Re: How Do You Correctly Calculate the Heat Transfer Load?

02/24/2020 11:37 PM

the other issue of course is units

seeing that ugly 5.67 suggests to me that this is a calculation in Imperial / US Customary units. Its also not clear to me if the 5.67 should be in the numerator or denominator

This is a rearrangement of Q = U A ΔT

Where U - overall heat transfer coeff 1/U = 1/hi + 1/ho + R

so you have Q/A = (To - Ti) / (1/hi + 1/ho + R)

I would normally go with

Q - W

A - m2

q - W/m2

T - K (or °C) they are the same for temp changes

h - W/m2K

R - m2K/W if using Thermal Insulance (the R value you quote)

or if using Specific thermal resistance mK/W and you will multiply by the insulation thickness (symbol t measured in m)

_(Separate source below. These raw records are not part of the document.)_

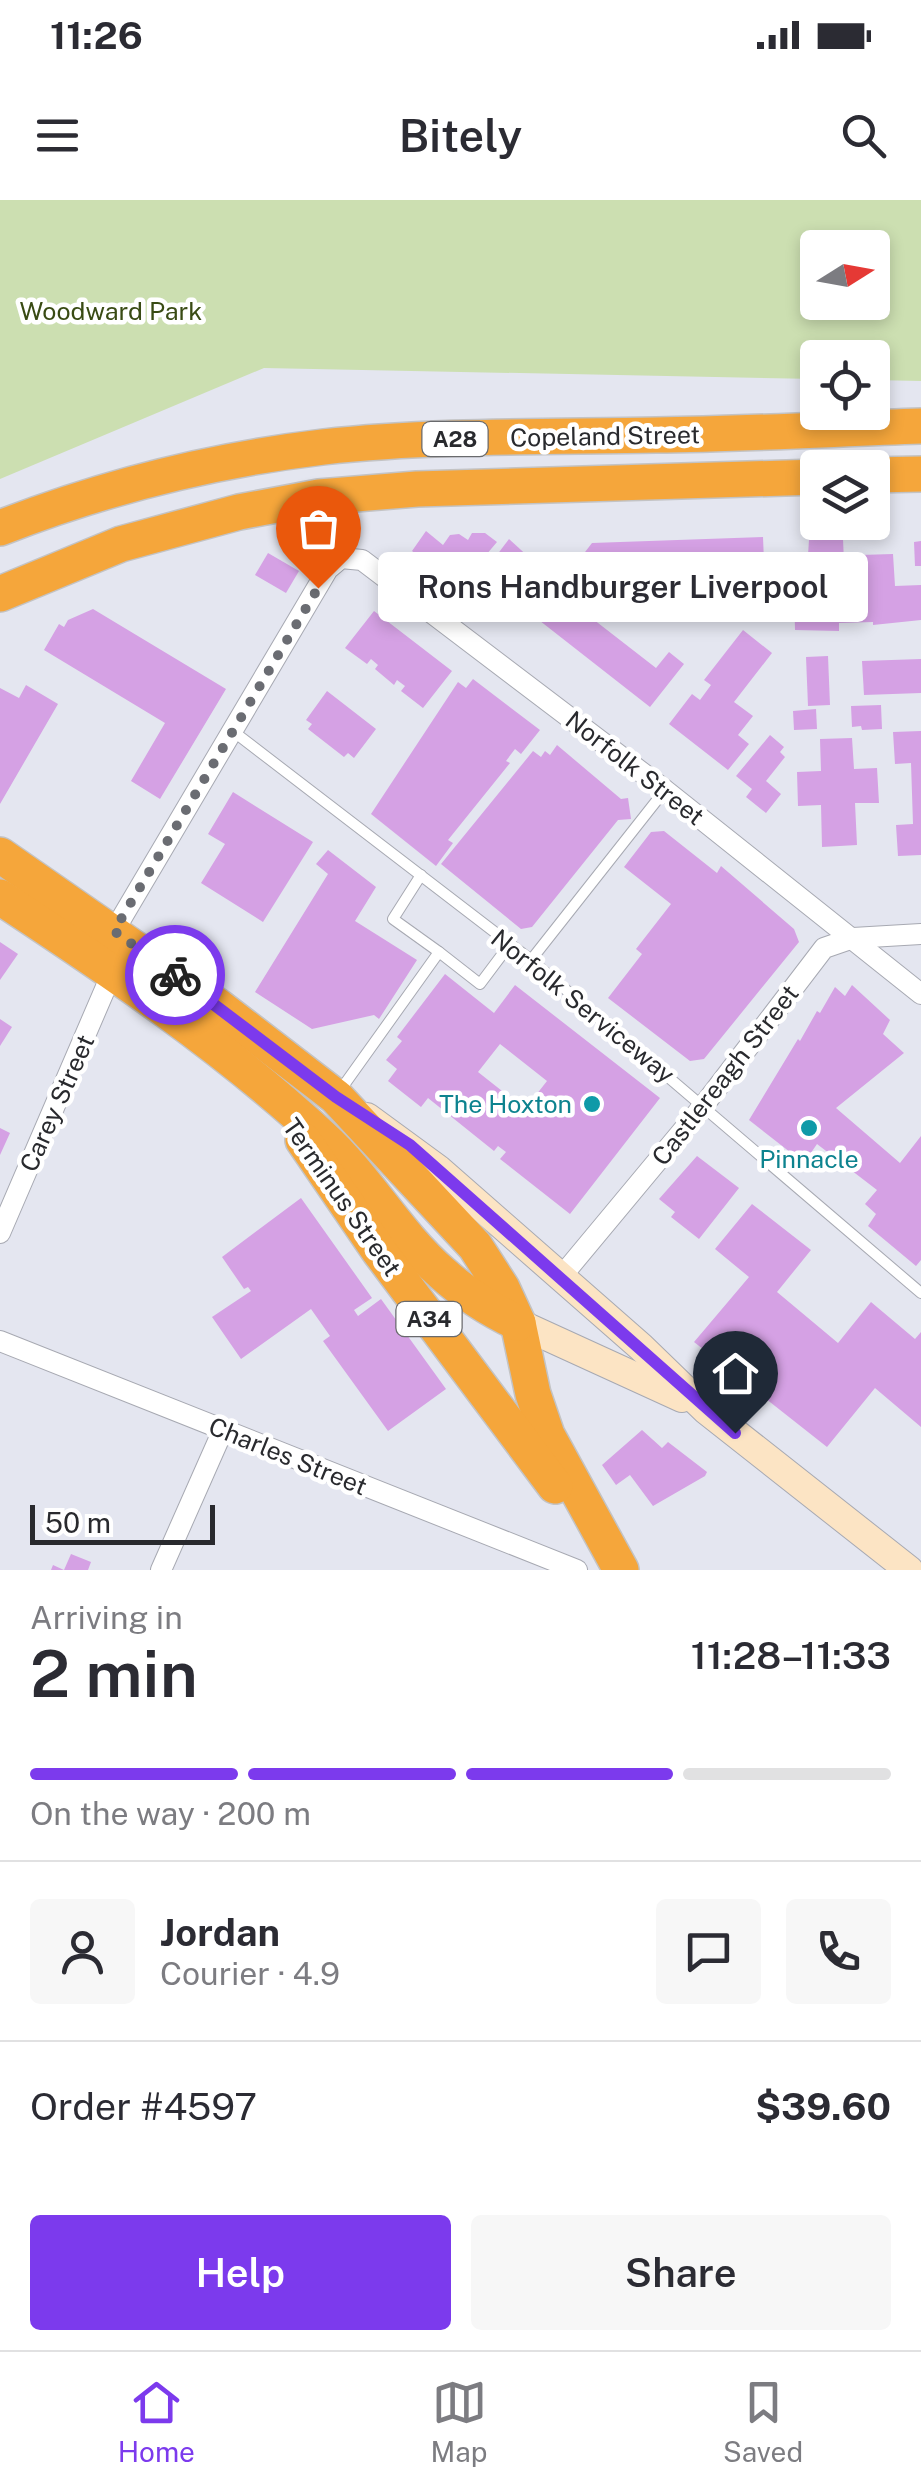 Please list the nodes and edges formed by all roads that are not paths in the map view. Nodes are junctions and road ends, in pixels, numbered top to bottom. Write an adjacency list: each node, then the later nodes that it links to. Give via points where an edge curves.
1 (921, 426): 5 (highway, Copeland Street / A28, via 324,447 144,483)
2 (921, 474): 3 (highway)
3 (890, 475)
4 (800, 478): 6 (highway, Copeland Street / A28, via 319,497 121,544)
5 (0, 528)
6 (0, 594)
7 (234, 732): 8 (street, Norfolk Street, via 328,569 340,558 362,560); 10 (lane, Norfolk Serviceway); 12 (street)
8 (665, 790): 14 (street, Norfolk Street); 17 (lane)
9 (0, 855): 12 (highway, A34)
10 (420, 875): 15 (lane, Norfolk Serviceway); 16 (lane, via 393,919)
11 (0, 897): 18 (highway, A34)
12 (114, 931): 21 (highway, A34)
13 (921, 934): 14 (street, Castlereagh Street)
14 (853, 938): 19 (street, Norfolk Street); 22 (street, Castlereagh Street, via 824,948)
15 (510, 944): 16 (lane, via 480,984); 17 (lane, Norfolk Serviceway)
16 (439, 952): 21 (lane)
17 (531, 960): 22 (lane, Norfolk Serviceway)
18 (112, 972): 20 (highway, A34); 23 (street, Carey Street)
19 (921, 994)
20 (240, 1068): 26 (highway, via 326,1141 441,1273); 32 (highway, Terminus Street / A34, via 292,1125 466,1370)
21 (336, 1097): 24 (street, via 410,1145); 26 (highway, Terminus Street / A34, via 475,1246)
22 (704, 1105): 24 (street, Castlereagh Street); 25 (lane, Norfolk Serviceway)
23 (0, 1232)
24 (562, 1277): 28 (street)
25 (921, 1293)
26 (518, 1323): 28 (street); 32 (highway, Terminus Street / A34, via 547,1435)
27 (0, 1342): 29 (street, Charles Street)
28 (706, 1410): 33 (street)
29 (223, 1430): 30 (street); 31 (street, Charles Street)
30 (161, 1570)
31 (577, 1570)
32 (620, 1570)
33 (909, 1570)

In this case you end up not needing a conversion factor and

q = (To - Ti) / (1/hi + 1/ho + R)

or q = (To - Ti) / (1/hi + 1/ho + Rt)

Your data is throwing around various Imperial units with different length and time dimensions and so you should carefully work through the calculation to determine the unit correction factor.

The insulation term (R or Rt) would be the first place I would look.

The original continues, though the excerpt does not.